After camp, life was confusing--every choice I had to make brought about its own problems, conclusions, consequences, and even fulfillment. I never felt more helpless than I did in this time, and for that I will forever be thankful! As soon as I made the decision in my mind to move to Chattanooga, things started to change. I decided the weekend after camp was over to stay in Bowling Green and spend some time with my dear friend Christy. That Sunday I went to a cookout at a friends house expecting to only partake in some good burgers and fun with friends, but what I got was an answer that I had been waiting for. Her dad is a dentist ( a GREAT dentist!) and that detail honestly slipped my mind until he began discussing my career in dental hygiene with me. The conversation ended in a simple request that I help him out in his office for a couple of weeks, which wasn't promising long term but definitely meant that I had to hang around bowling green a little while longer. After this I had a two hour drive home where I spent almost every minute praying about my conversation with Dr.Clemmons--that the Lord would use me in his office and that he would give Dr.Clemmons discernment in the amount of work I did for him. Eventually, all in the same week, Dr.Clemmons offered me a full-time position in his Brownsville office, I found a place to live, I joined a small group, and I was given the opportunity to lead a small group of college women which is exactly what I feel lead to do. Providence. That word pretty much sums up my life right now. For those of you who have doubted God's ability to provide what you need and more--I am living proof! He really does want the best for us!

When I reflect on this summer and what the Lord taught me through my experience, humility is the only word that comes to mind. This summer I truly learned the meaning of sacrifice--to see myself as nothing in order to serve others. I failed at this A LOT, but for me this summer was about learning and about humbling myself, usually to the point of tears in repentance for every selfish ambition in my heart. My heart was exposed in so many ways this summer, and without that experience I'm not sure if I could handle the world that I am in now. A hymn continues to hum in my mind as I write about this:

"Jesus paid it all, all to him I owe, sin had left a crimson stain he washed it white as snow"
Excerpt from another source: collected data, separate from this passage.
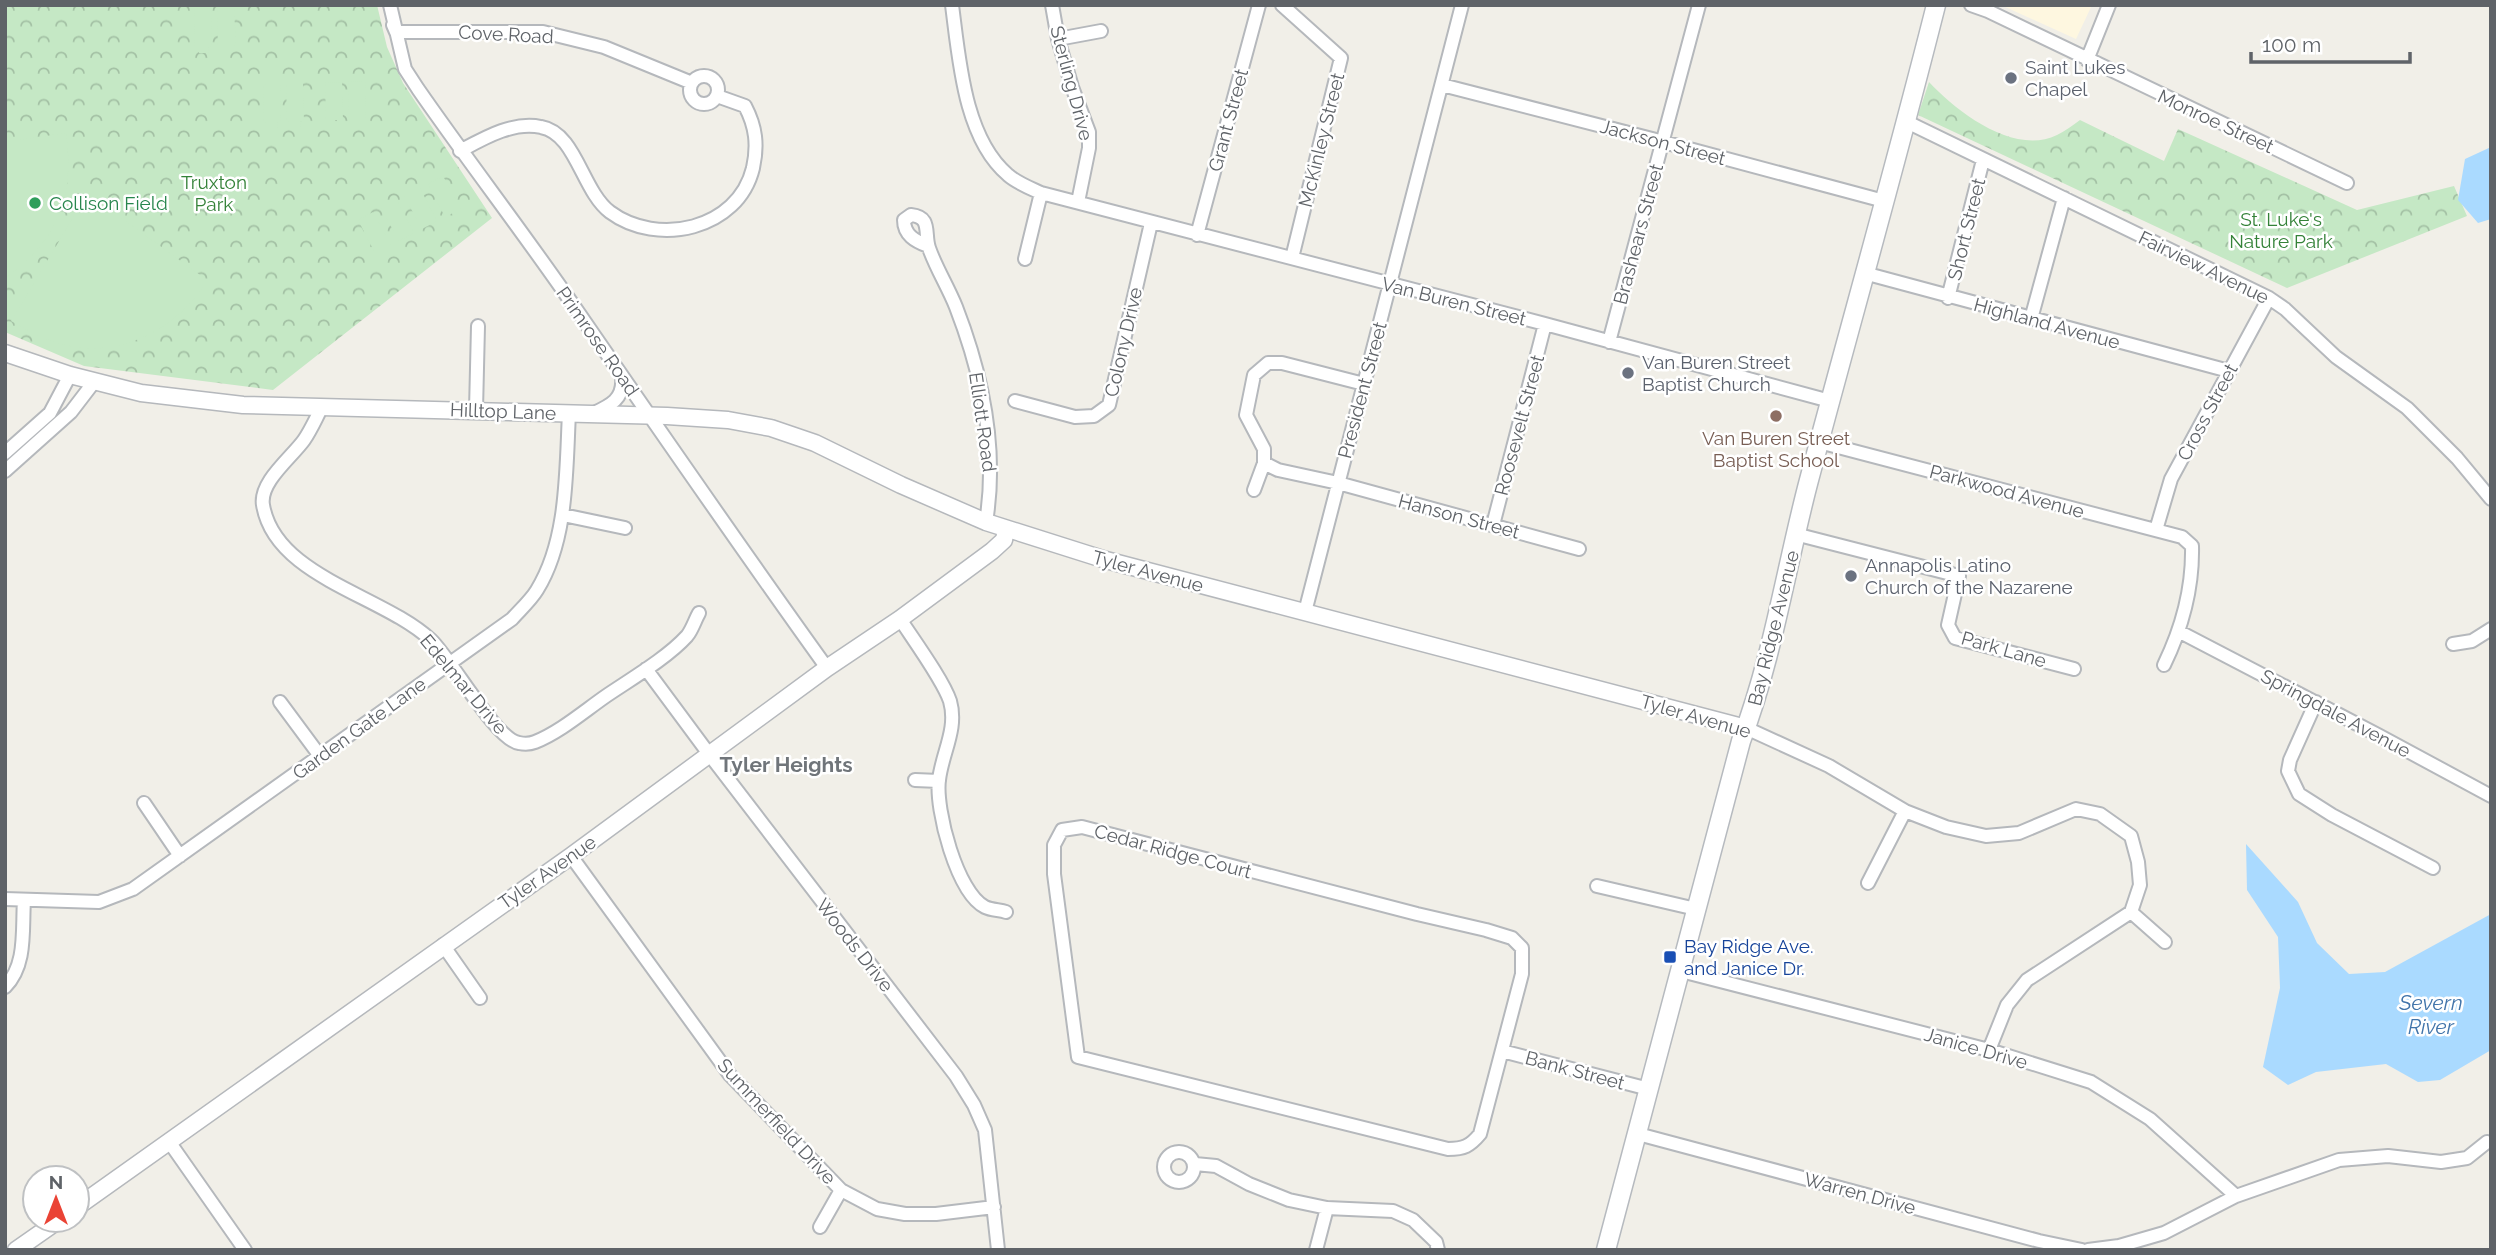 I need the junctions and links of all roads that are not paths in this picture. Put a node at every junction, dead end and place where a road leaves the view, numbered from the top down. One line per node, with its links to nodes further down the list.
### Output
1 (384, 5): 13 (street)
2 (390, 5): 13 (street, Primrose Road)
3 (952, 5): 24 (street, Van Buren Street)
4 (1052, 5): 14 (street, Sterling Drive)
5 (1259, 5): 29 (street, Grant Street)
6 (1282, 5): 31 (street, McKinley Street)
7 (1462, 5): 17 (street, President Street)
8 (1699, 5): 20 (street, Brashears Street)
9 (1936, 5): 19 (main road, Bay Ridge Avenue)
10 (1971, 5): 15 (street, Monroe Street)
11 (2109, 5): 15 (street)
12 (1101, 31): 14 (street)
13 (396, 32): 16 (street, Cove Road); 21 (street, Primrose Road)
14 (1058, 39): 27 (street, Sterling Drive)
15 (2087, 60): 23 (street, Monroe Street)
16 (692, 83): 18 (street); 18 (street)
17 (1442, 85): 20 (street, Jackson Street); 34 (street, President Street)
18 (717, 96): 21 (street)
19 (1907, 122): 22 (street, Fairview Avenue); 26 (main road, Bay Ridge Avenue)
20 (1664, 142): 26 (street, Jackson Street); 40 (street, Brashears Street)
21 (460, 151): 44 (street, Primrose Road)
22 (1983, 160): 25 (street, Fairview Avenue); 35 (street, Short Street)
23 (2347, 183)
24 (1041, 194): 27 (street, Van Buren Street); 32 (street)
25 (2064, 198): 36 (street, Fairview Avenue); 37 (street)
26 (1884, 201): 33 (main road, Bay Ridge Avenue)
27 (1078, 202): 28 (street, Van Buren Street)
28 (1151, 223): 29 (street, Van Buren Street); 47 (street, Colony Drive)
29 (1197, 235): 31 (street, Van Buren Street)
30 (928, 246): 62 (street, Elliott Road)
31 (1292, 258): 34 (street, Van Buren Street)
32 (1025, 259)
33 (1864, 273): 35 (street, Highland Avenue); 48 (main road, Bay Ridge Avenue)
34 (1390, 285): 38 (street, Van Buren Street); 46 (street, President Street)
35 (1948, 298): 37 (street, Highland Avenue)
36 (2269, 298): 42 (street, Cross Street); 60 (street, Fairview Avenue)
37 (2031, 319): 42 (street, Highland Avenue)
38 (1545, 324): 40 (street, Van Buren Street); 63 (street, Roosevelt Street)
39 (478, 326): 50 (street)
40 (1609, 342): 48 (street, Van Buren Street)
41 (5, 353): 43 (street, Hilltop Lane)
42 (2229, 371): 66 (street, Cross Street)
43 (70, 375): 45 (street, Hilltop Lane); 55 (street)
44 (622, 378): 52 (street); 53 (street, Primrose Road)
45 (94, 382): 49 (street, Hilltop Lane); 57 (street)
46 (1364, 384): 56 (street); 58 (street, President Street)
47 (1015, 401)
48 (1830, 401): 54 (main road, Bay Ridge Avenue)
49 (322, 407): 50 (street, Hilltop Lane); 75 (street, Edelmar Drive)
50 (477, 410): 51 (street, Hilltop Lane)
51 (569, 413): 52 (street, Hilltop Lane); 61 (street, Garden Gate Lane)
52 (591, 414): 53 (street, Hilltop Lane)
53 (649, 415): 62 (street, Hilltop Lane); 77 (street, Primrose Road)
54 (1819, 442): 66 (street, Parkwood Avenue); 67 (main road, Bay Ridge Avenue)
55 (5, 453)
56 (1264, 463): 58 (street, Hanson Street); 59 (street)
57 (5, 471)
58 (1338, 483): 63 (street, Hanson Street); 69 (street, President Street)
59 (1254, 490)
60 (2491, 499)
61 (563, 515): 64 (street); 75 (street, Garden Gate Lane)
62 (986, 522): 65 (street, Tyler Avenue)
63 (1493, 525): 68 (street, Hanson Street)
64 (625, 528)
65 (1006, 529): 69 (street, Tyler Avenue); 71 (street, Tyler Avenue)
66 (2157, 530): 73 (street, Parkwood Avenue)
67 (1795, 534): 79 (street, Park Lane); 82 (main road, Bay Ridge Avenue)
68 (1579, 549)
69 (1304, 612): 82 (street, Tyler Avenue)
70 (699, 613): 78 (street, Edelmar Drive)
71 (900, 618): 77 (street, Tyler Avenue); 86 (street)
72 (2491, 629): 74 (street)
73 (2180, 632): 76 (street); 81 (street, Springdale Avenue)
74 (2453, 644)
75 (450, 662): 78 (street, Edelmar Drive); 84 (street, Garden Gate Lane)
76 (2164, 665)
77 (827, 668): 83 (street, Tyler Avenue)
78 (646, 669): 83 (street, Woods Drive)
79 (2074, 669)
80 (280, 702): 84 (street)
81 (2316, 702): 87 (street, Springdale Avenue); 92 (street)
82 (1746, 728): 89 (street, Tyler Avenue); 97 (main road, Bay Ridge Avenue)
83 (709, 754): 91 (street, Tyler Avenue); 115 (street, Woods Drive)
84 (320, 756): 90 (street, Garden Gate Lane)
85 (915, 780): 86 (street)
86 (939, 781): 98 (street)
87 (2491, 796)
88 (144, 803): 90 (street)
89 (1905, 811): 93 (street); 99 (street, Tyler Avenue)
90 (180, 856): 96 (street, Garden Gate Lane)
91 (571, 856): 101 (street, Tyler Avenue); 112 (street, Summerfield Drive)
92 (2433, 867)
93 (1868, 883)
94 (1597, 886): 97 (street)
95 (5, 898): 96 (street, Garden Gate Lane)
96 (24, 900): 103 (street)
97 (1696, 909): 102 (main road, Bay Ridge Avenue)
98 (1006, 912)
99 (2131, 912): 100 (street); 105 (street)
100 (2165, 942)
101 (443, 945): 104 (street); 110 (street, Tyler Avenue)
102 (1681, 971): 105 (street, Janice Drive); 107 (main road, Bay Ridge Avenue)
103 (5, 987)
104 (480, 998)
105 (1989, 1050): 113 (street, Janice Drive)
106 (1502, 1051): 106 (street, Cedar Ridge Court); 107 (street, Bank Street)
107 (1649, 1089): 108 (main road, Bay Ridge Avenue)
108 (1638, 1134): 124 (main road, Bay Ridge Avenue); 125 (street, Warren Drive)
109 (2487, 1142): 113 (street)
110 (170, 1143): 114 (street, Tyler Avenue); 120 (street)
111 (1195, 1164): 116 (street)
112 (841, 1190): 115 (street, Summerfield Drive); 117 (street)
113 (2236, 1195): 126 (street)
114 (91, 1197)
115 (994, 1207): 121 (street, Woods Drive)
116 (1327, 1208): 122 (street); 123 (street)
117 (820, 1227)
118 (38, 1234): 119 (street)
119 (16, 1250)
120 (245, 1250)
121 (998, 1250)
122 (1315, 1250)
123 (1438, 1250)
124 (1606, 1250)
125 (2082, 1250)
126 (2088, 1250)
See, -Jesus paid it all- I learned the meaning of this through my experience at camp. I realized the sacrifice that I was called to model through Jesus' endurance of the cross. Jesus resisted sin and pride to the point of shedding his blood, and he constantly reminded me of that this summer when I sinfully wanted attention or recognition for the things I had done. -All to him I owe- Now that I have experienced the depths of his love through his grace, even when my sin was exposed in the deepest parts of my soul, I know even more that everything I have I owe to him. I must fear him even more now than when all I had was faith in his plan for me.

So now I sit....I cry...I marvel...I rest...I have peace and most of all amazement. Thank you for your prayers and for your love and support through a very confusing yet rewarding time in my life. Please pray that I continue to be a faithful steward with the life that I have been given-with my money, my time, my relationships, etc... more to come...I promise :)

2 comments:

Katie said...

Kasey, I'm so thankful to have spent the summer with you! You were a wonderful example of selflessness and perseverence, especially when I thought I couldn't make it through the WHOLE summer. Thanks for sharing your testimony -- I'm super thankful you are in Bowling Green for now!! Love you.